We liken this to being in a “pick and mix” sweet shop, where multiple measurement scales (in “standardised bags” of items, or sweets) are available for users to choose from. However, the danger of picking our favourite sweets from different bags (items from different scales), as reminded in the recent TASO webinar on the recently validated ASQ, is the invalidation of the measurement scale for a particular concept.

So, what do you do when sweets are not designed to be sold separately, but the entire bag won’t work for your party?

What have we learned about sweets?

Each institution will have different evaluation needs. However, if we were to offer any advice based on our experiences, it would be to set up your bespoke “evaluation sweet shop”, with clear guidance about what can and cannot be eaten separately.

Wherever possible, to maintain the statistical rigour, measurement instruments should be used as whole surveys and as intended by the developer. Depending on the research and evaluation expertise of your colleagues, this might be something that practitioners have not come across, so it’s important not to assume that everyone knows the importance of this when choosing their sweets.

However, in reality, if using whole validated surveys is going to lead to excessively long surveys or inaccurate intermediate measures, then flexibility and common sense are required. If sub-scales can be used rather than a whole measure, do this and acknowledge the caveats. What we want to avoid is a complete pick and mix of single questionnaire items, as by doing so we erode the internal consistency of the measure and limit what we can say about results.
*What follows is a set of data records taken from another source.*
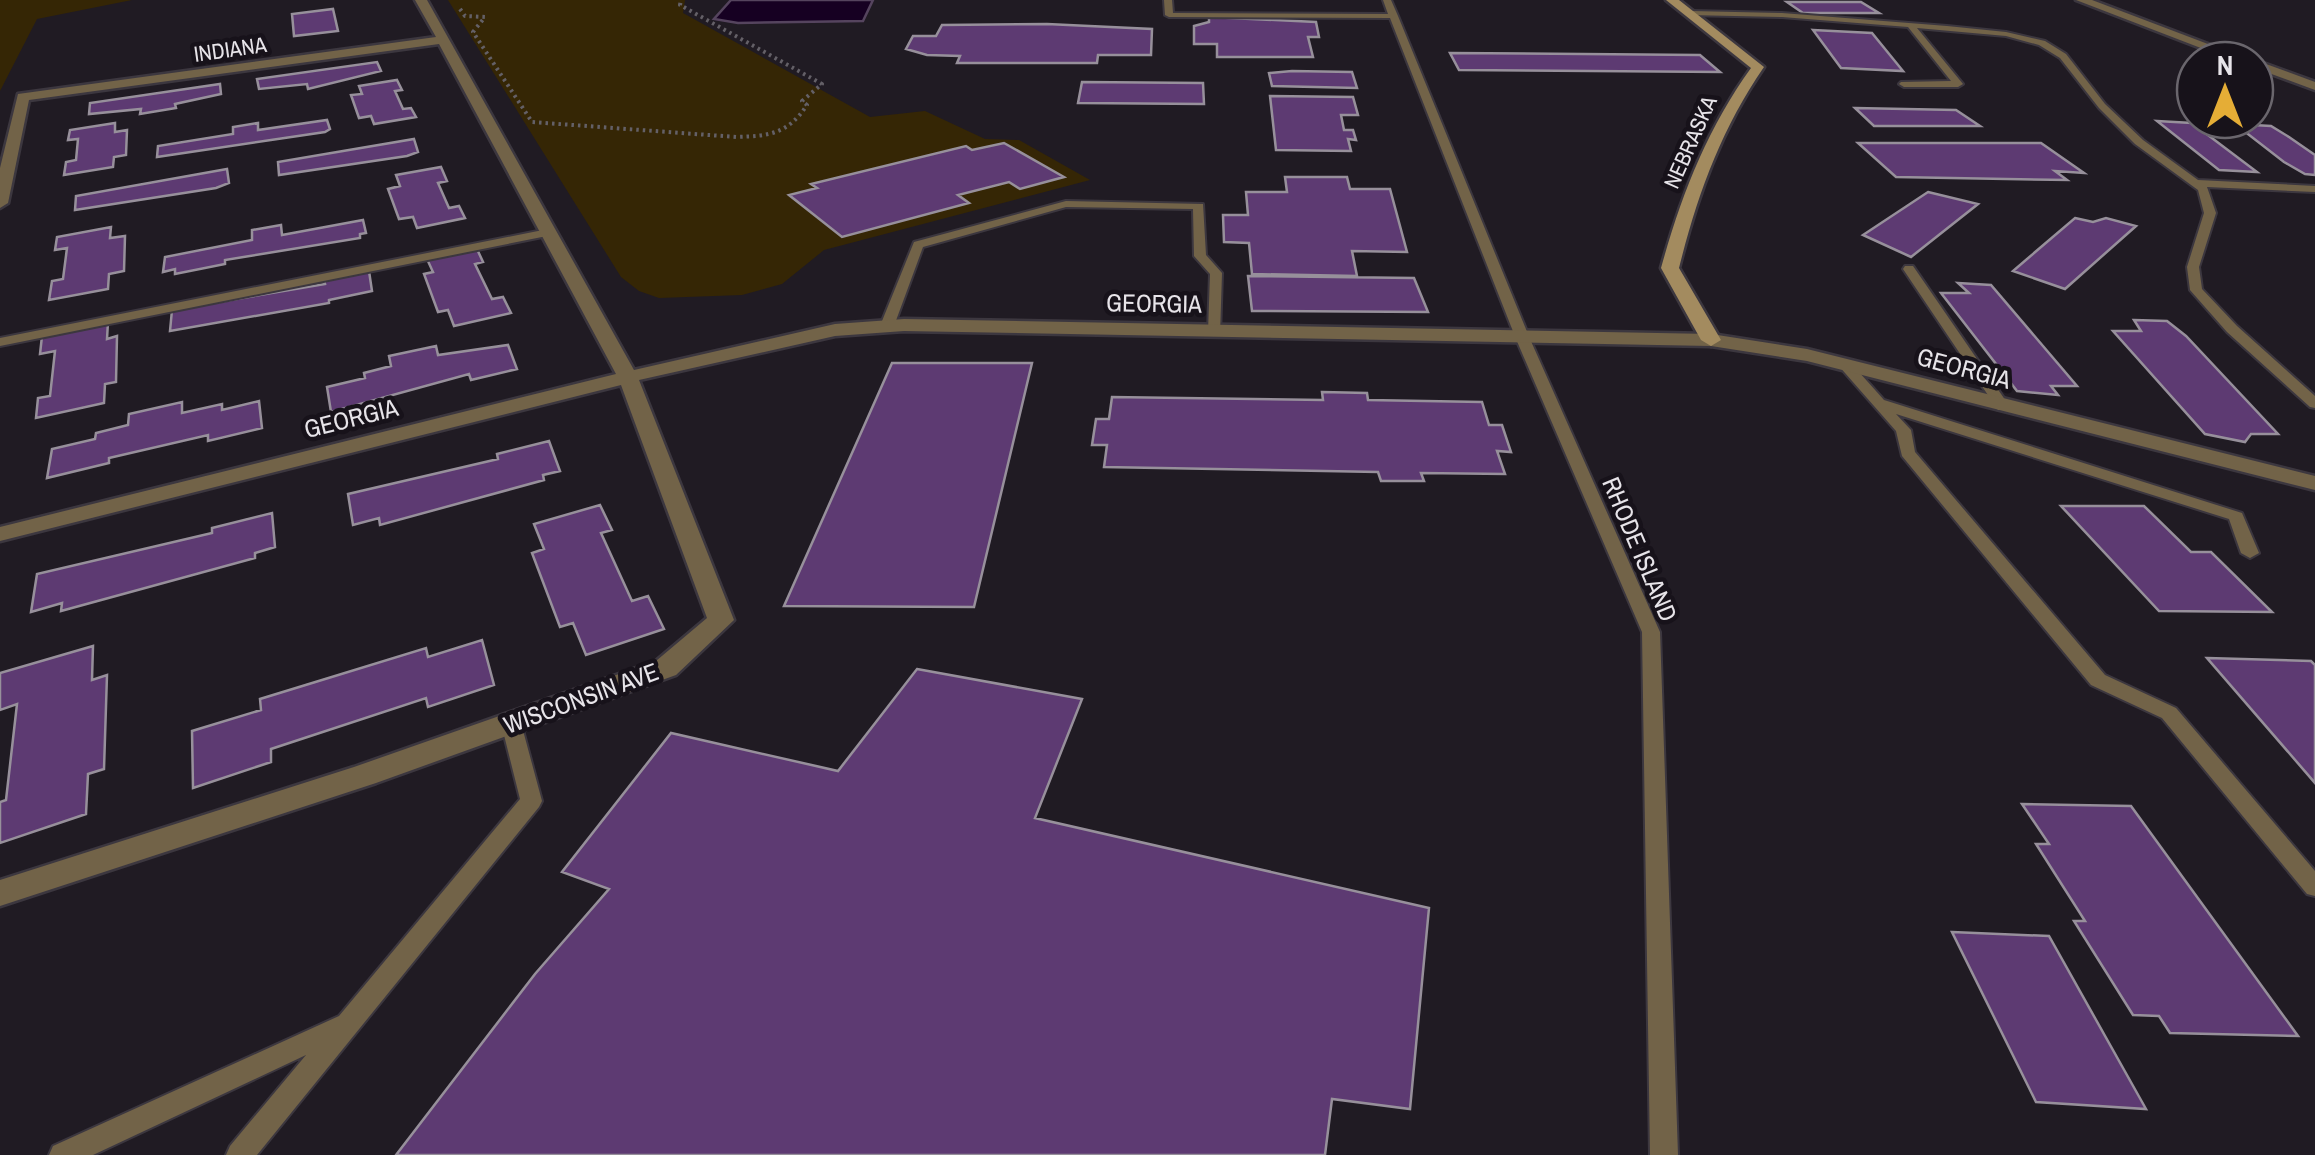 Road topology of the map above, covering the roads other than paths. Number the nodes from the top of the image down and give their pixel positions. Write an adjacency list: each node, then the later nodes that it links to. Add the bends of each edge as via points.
1 (421, 0): 8 (street, WISCONSIN AVE)
2 (1168, 0): 5 (lane, via 1169,15)
3 (1672, 0): 6 (street, NEBRASKA)
4 (2082, 0): 9 (street)
5 (1391, 8): 20 (lane, RHODE ISLAND)
6 (1690, 14): 7 (lane); 21 (street, NEBRASKA, via 1758,67 1730,104 1683,214 1670,268)
7 (1910, 25): 11 (lane, via 1958,84); 13 (lane, via 2042,43 2063,56 2139,142)
8 (443, 40): 15 (street, INDIANA, via 22,98); 16 (street, WISCONSIN AVE)
9 (2190, 40)
10 (2275, 71): 12 (street)
11 (1904, 84)
12 (2315, 86)
13 (2195, 182): 14 (lane); 26 (lane, via 2210,213 2193,268 2196,290)
14 (2315, 189)
15 (0, 204)
16 (548, 233): 22 (lane); 24 (street, WISCONSIN AVE)
17 (1910, 268): 27 (lane)
18 (887, 326): 19 (street, GEORGIA); 19 (lane, via 918,245 1066,204 1199,206 1200,256 1216,273); 24 (street, GEORGIA, via 835,330)
19 (1215, 332): 20 (street, GEORGIA)
20 (1524, 339): 21 (street, GEORGIA); 37 (lane, RHODE ISLAND, via 1651,632)
21 (1711, 340): 23 (street, GEORGIA)
22 (0, 342)
23 (1844, 365): 25 (lane); 27 (street, GEORGIA)
24 (628, 377): 29 (street, GEORGIA); 31 (street, WISCONSIN AVE, via 721,620 666,668)
25 (1878, 403): 30 (lane, via 2236,516); 32 (lane, via 1903,430 1908,454 2098,680 2169,713)
26 (2315, 404)
27 (2004, 407): 28 (street, GEORGIA)
28 (2315, 483)
29 (0, 534)
30 (2250, 552)
31 (511, 724): 33 (street, WISCONSIN AVE); 34 (lane, via 531,801)
32 (2315, 886)
33 (0, 893)
34 (348, 1024): 35 (lane); 36 (lane)
35 (63, 1155)
36 (240, 1155)
37 (1664, 1155)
It is possible to create a new measure for a concept and validate this yourself. Whether this is feasible and realistic is another matter. Although there are some areas (for example, career progression) where the sector would benefit from more validated measures, we also want to avoid having a glut of instruments to measure very similar concepts, as this only makes cross-sector comparisons and the initial choice of instrument more challenging.
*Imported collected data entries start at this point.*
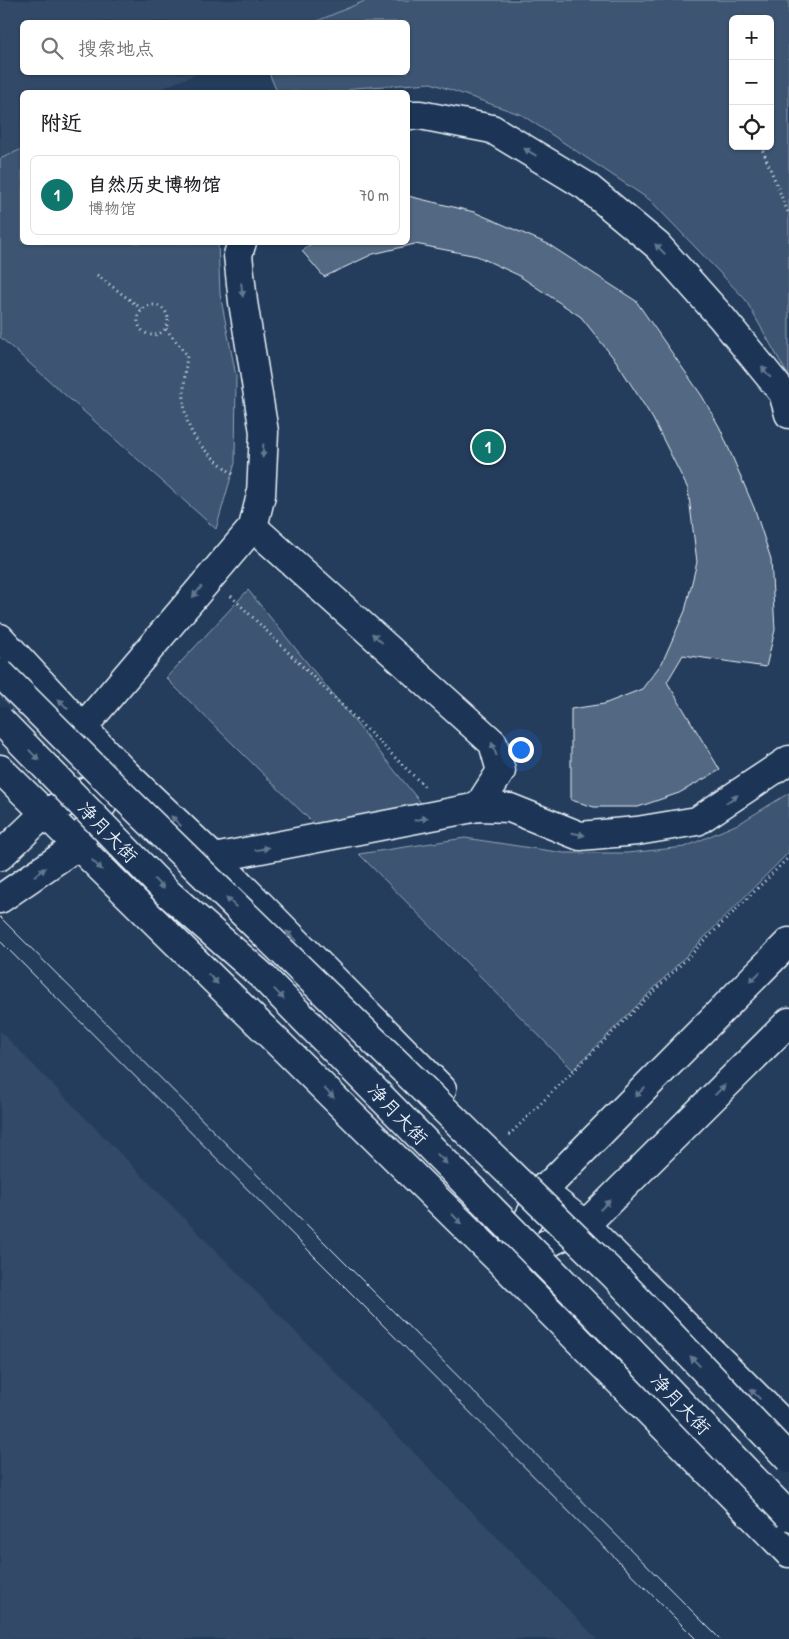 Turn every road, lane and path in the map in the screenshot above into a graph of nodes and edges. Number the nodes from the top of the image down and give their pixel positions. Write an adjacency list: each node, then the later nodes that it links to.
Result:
1 (410, 115): 8 (main road, one-way to 1)
2 (763, 150): 3 (path)
3 (789, 215)
4 (241, 245): 9 (main road, one-way to 9)
5 (97, 275): 6 (path)
6 (142, 309): 7 (path); 7 (path)
7 (166, 328): 9 (path)
8 (787, 400)
9 (261, 495): 10 (main road)
10 (253, 527): 11 (main road); 19 (main road, one-way to 10)
11 (210, 576): 15 (main road, one-way to 15); 20 (path)
12 (0, 638): 15 (main road, one-way to 12)
13 (0, 673): 34 (main road, 净月大街, one-way to 13, bridge)
14 (0, 720): 35 (main road, 净月大街, one-way to 35, bridge)
15 (84, 726): 18 (main road)
16 (789, 760): 19 (main road, one-way to 16)
17 (0, 769): 21 (main road, 净月大街)
18 (123, 771): 21 (main road); 22 (main road); 25 (main road, one-way to 18)
19 (478, 807): 20 (main road)
20 (452, 813): 25 (main road, one-way to 20)
21 (44, 814): 22 (main road, 净月大街); 23 (main road)
22 (77, 846): 26 (main road, one-way to 22); 32 (main road, 净月大街, one-way to 32)
23 (0, 856)
24 (789, 857): 29 (path)
25 (214, 858): 29 (main road, one-way to 25)
26 (0, 899)
27 (789, 942): 30 (main road, one-way to 30)
28 (789, 1022): 31 (main road, one-way to 28)
29 (498, 1146): 30 (main road)
30 (542, 1191): 31 (main road); 32 (main road)
31 (585, 1225): 32 (main road); 33 (main road, one-way to 31)
32 (504, 1265): 36 (main road, 净月大街)
33 (789, 1429)
34 (789, 1459)
35 (789, 1516)
36 (789, 1553)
As a final option, in some of our evaluations we have used validated scales or sub-scales (which can be analysed separately and in their entirety), but also added some additional “pick and mix” questions to cover outcomes not fully captured by the validated instrument. In this way, we almost combine the “standardised bags” with “pick and mix” – but will ensure that analysis of “pick and mix” items does not over-claim, and is used more as contextual information rather than for statistical claims.

We must balance the need for measurement instruments to be used in a way that retains their statistical integrity and robustness, with the practical and real considerations of gathering evaluation data in real-world, complex settings.

We must avoid getting carried away like children in a sweet shop – as is often the case with the sometimes competing priorities of research and practice, compromise is key to creating a satisfactory solution for all stakeholders.